Philadelphia - Tampa Bay 1-3 (0-0/1-2/0-1) (Playoffstand 0-1)
Keith Primeau(PHI) landet in Nikolai Khabibulin(TAM).
Den Philadelphia Flyers fällt es schwer gegen die Tampa Bay Lightning zu punkten. Nach vier Niederlagen schon in den Aufeinandertreffen der regulären Saison, verloren sie auch Samstag Nachmittag das erste Conference Finalspiel im mit knapp 21.500 Zuschauern ausverkauftem St. Petes Forum von Tampa.
Die Gäste hatten zwar überlegen begonnen, waren das physisch stärkere Team gewesen, ihnen mangelte es aber vor dem von Nikolai Khabibulin gehüteten Gehäuse an Durchschlagskraft. So ging es auch mit einem torlosen Unentschieden in die erste Pause.
Den besseren Start in den zweiten Durchgang erwischten die Lightning, welche auch gleich ihre erste Torchance kurz nachdem eine Strafe gegen Marcus Ragnarsson abgelaufen war durch NHL-Veteran Dave Andreychuk(23.) zur 1-0 Führung nutzten. Nur vier Minuten später zeigten auch die Flyers Spielwitz. Insbesonders Michael Handzus(27.), der zunächst mit einem Hackentrick die Scheibe Richtung Khabibulin schoss und dann beim Rebound zur Stelle war.
Damit war es aber auch mit der Herrlichkeit der Gäste vorüber. Die Lightning kontrollierten fortan das Spielgeschehen und zeigten sich nicht zum ersten Mal in den diesjährigen Playoffs als Meister im Torabschluss. Brad Richards(34.) brachte mit seinem fünften Saisontor die Hausherren erneut in Front.

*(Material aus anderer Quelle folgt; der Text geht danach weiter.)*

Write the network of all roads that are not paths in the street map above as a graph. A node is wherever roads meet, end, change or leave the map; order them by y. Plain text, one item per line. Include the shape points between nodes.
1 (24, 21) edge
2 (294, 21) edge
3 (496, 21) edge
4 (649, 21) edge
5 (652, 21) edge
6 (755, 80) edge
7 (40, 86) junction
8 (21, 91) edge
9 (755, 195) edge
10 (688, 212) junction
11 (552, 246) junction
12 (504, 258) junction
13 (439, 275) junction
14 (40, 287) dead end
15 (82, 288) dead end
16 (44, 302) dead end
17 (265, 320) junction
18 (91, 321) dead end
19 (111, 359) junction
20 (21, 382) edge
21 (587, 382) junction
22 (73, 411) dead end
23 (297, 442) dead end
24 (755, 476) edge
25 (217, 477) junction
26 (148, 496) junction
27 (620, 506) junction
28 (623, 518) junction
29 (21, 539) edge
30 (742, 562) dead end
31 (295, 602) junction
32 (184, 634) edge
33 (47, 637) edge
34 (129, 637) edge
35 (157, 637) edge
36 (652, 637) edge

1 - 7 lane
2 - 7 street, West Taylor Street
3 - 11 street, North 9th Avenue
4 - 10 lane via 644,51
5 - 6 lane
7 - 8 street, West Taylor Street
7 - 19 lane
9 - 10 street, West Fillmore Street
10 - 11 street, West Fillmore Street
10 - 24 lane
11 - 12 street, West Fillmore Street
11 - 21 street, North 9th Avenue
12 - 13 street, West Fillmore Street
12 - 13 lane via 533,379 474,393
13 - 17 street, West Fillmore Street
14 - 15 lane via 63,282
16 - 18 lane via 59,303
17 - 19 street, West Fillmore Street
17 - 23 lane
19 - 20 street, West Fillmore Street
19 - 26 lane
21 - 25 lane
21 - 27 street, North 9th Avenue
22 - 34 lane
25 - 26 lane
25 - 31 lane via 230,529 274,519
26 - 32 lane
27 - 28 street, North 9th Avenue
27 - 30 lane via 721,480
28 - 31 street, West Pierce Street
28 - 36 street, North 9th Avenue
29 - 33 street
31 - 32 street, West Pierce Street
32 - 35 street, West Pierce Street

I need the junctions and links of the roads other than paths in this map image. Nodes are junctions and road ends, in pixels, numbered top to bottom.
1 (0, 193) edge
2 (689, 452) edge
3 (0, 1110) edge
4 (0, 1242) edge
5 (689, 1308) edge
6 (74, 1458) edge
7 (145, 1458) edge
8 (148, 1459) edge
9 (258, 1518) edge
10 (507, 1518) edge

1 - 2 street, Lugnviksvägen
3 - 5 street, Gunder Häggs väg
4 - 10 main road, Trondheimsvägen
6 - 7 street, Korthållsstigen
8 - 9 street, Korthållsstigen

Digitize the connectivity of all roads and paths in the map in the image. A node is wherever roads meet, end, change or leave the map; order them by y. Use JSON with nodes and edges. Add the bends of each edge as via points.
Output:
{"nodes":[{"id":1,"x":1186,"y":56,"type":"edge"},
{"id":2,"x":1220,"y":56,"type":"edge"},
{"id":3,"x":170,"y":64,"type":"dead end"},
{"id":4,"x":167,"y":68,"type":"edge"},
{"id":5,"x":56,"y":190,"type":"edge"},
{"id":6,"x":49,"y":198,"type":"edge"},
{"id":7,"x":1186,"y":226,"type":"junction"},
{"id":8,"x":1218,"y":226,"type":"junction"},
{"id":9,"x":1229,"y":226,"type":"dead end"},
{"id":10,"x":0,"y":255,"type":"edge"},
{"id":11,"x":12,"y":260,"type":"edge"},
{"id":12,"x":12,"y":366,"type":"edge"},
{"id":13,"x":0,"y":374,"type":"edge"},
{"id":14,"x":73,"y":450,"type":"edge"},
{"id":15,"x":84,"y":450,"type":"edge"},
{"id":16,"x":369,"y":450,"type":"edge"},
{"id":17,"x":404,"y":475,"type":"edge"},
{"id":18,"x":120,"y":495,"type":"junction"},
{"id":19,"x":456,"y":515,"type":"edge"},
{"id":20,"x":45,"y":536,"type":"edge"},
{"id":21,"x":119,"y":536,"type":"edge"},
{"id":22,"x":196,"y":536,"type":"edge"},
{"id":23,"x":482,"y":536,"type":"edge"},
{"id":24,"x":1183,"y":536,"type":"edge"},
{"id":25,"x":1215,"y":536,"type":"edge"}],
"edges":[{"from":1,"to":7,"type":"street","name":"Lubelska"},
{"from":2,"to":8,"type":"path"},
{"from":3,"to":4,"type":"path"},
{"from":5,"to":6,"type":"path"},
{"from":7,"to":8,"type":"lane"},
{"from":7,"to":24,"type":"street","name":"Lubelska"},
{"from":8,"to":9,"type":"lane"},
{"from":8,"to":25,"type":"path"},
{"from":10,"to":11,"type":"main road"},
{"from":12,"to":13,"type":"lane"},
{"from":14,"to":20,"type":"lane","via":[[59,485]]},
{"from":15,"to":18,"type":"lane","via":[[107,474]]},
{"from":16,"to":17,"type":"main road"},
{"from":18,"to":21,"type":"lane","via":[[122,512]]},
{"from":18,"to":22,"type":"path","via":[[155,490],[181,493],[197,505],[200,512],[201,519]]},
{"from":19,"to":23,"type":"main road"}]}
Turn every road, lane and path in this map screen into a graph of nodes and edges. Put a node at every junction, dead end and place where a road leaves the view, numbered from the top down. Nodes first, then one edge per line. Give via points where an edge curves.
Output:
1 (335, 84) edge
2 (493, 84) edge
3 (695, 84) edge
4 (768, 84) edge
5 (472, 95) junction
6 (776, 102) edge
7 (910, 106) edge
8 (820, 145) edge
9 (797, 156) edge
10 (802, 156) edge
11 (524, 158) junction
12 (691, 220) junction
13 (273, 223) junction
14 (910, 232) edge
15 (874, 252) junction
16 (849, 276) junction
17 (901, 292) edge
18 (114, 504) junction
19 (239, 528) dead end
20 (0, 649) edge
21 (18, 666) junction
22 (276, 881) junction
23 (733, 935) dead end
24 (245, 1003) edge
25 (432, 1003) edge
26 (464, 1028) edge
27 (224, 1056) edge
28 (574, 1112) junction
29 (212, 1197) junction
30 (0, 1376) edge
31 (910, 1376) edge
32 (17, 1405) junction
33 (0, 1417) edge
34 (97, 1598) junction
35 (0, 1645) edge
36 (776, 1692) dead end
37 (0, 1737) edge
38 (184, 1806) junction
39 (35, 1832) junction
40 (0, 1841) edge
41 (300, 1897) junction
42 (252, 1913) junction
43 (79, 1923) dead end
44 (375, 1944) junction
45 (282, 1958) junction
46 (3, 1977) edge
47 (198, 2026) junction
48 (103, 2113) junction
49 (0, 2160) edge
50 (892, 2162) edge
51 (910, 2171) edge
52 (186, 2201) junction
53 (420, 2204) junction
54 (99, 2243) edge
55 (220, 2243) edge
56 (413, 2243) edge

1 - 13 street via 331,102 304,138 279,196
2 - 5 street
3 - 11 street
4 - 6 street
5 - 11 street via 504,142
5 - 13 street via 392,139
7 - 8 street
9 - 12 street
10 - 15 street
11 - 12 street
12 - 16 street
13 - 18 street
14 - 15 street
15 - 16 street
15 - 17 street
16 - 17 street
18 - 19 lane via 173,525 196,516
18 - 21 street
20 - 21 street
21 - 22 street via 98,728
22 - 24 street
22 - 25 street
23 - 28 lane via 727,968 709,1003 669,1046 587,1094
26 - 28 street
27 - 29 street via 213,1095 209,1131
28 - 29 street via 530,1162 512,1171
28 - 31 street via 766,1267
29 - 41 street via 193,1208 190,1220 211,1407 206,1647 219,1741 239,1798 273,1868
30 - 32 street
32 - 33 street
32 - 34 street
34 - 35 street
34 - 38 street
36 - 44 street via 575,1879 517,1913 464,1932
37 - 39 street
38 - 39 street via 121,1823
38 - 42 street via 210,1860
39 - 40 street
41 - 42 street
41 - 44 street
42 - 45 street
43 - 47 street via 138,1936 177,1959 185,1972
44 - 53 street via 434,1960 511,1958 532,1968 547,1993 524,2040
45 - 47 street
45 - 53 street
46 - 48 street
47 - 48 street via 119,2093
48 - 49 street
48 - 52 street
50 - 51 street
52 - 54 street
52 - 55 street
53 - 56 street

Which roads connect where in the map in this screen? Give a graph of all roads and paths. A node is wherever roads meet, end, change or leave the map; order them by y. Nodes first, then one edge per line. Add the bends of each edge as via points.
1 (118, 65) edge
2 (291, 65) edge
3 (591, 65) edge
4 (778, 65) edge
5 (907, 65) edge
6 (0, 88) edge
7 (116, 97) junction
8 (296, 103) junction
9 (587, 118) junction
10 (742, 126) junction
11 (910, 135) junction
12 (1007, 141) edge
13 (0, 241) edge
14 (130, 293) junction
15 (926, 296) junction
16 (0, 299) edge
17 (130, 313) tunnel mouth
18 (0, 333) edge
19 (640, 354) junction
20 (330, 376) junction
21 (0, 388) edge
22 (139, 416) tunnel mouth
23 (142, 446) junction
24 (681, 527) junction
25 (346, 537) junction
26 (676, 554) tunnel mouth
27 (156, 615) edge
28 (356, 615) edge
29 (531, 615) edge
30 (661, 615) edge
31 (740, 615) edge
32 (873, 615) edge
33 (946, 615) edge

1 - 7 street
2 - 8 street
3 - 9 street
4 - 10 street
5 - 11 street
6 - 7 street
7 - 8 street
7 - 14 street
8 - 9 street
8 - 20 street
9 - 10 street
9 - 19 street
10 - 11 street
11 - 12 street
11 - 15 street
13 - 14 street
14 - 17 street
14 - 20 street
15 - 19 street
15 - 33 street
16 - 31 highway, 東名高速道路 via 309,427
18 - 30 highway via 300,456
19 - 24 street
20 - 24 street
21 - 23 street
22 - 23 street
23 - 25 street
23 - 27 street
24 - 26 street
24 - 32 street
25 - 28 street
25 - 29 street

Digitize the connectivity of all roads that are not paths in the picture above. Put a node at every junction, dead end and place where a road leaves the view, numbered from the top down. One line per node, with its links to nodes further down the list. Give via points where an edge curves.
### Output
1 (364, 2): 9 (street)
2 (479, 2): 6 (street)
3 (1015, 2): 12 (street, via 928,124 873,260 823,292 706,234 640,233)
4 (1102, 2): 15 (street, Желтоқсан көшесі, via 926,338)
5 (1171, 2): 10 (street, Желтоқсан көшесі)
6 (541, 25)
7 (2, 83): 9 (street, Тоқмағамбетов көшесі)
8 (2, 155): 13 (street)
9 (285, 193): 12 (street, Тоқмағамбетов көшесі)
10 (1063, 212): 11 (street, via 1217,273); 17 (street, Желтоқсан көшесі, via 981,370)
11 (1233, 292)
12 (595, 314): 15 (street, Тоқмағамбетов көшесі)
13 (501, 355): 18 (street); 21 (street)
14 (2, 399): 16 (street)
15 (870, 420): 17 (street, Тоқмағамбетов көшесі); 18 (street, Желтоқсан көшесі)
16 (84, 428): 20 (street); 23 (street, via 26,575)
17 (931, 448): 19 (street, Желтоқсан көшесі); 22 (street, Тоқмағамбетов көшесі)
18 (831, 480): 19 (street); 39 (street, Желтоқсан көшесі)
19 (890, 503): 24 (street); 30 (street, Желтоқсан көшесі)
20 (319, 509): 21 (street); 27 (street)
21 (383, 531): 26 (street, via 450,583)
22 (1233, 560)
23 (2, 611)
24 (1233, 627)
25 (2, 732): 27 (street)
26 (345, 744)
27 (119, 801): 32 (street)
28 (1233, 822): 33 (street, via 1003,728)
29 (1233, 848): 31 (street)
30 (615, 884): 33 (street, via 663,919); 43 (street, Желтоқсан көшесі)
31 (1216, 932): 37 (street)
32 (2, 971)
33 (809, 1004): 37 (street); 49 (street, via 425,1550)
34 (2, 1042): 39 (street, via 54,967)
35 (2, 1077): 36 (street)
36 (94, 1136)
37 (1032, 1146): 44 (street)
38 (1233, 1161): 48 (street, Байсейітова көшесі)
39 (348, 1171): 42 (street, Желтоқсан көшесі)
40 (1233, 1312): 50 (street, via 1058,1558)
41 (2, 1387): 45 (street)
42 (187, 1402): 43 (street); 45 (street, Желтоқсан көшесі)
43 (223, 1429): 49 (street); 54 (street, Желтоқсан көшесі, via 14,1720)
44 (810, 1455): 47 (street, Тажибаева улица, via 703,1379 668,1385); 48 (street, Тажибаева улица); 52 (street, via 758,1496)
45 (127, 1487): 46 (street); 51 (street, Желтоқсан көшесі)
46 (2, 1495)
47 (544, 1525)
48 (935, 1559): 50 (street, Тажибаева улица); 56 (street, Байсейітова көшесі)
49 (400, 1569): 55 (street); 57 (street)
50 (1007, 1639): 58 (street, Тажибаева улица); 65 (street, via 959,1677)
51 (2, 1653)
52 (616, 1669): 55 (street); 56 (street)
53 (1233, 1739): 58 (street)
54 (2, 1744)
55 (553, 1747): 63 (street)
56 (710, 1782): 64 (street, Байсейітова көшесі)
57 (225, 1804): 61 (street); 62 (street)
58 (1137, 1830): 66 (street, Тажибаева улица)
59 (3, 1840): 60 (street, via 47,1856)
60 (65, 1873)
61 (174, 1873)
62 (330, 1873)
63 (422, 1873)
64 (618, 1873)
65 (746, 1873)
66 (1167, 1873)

Die Entscheidung zu Gunsten der 'Bolts' besorgte schließlich Chris Dingman(48.), der einen schnell vorgetragenen Konter mit dem 3-1 abschloss. Völlig konsterniert wirkte Philadelphia in den noch verbleibenden Minuten, exemplarisch hierfür, dass sie sich in den letzten 120 Sekunden, als sie mit zwei Mann mehr auf dem Eis standen, keine einzige Torchance herausarbeiten konnten.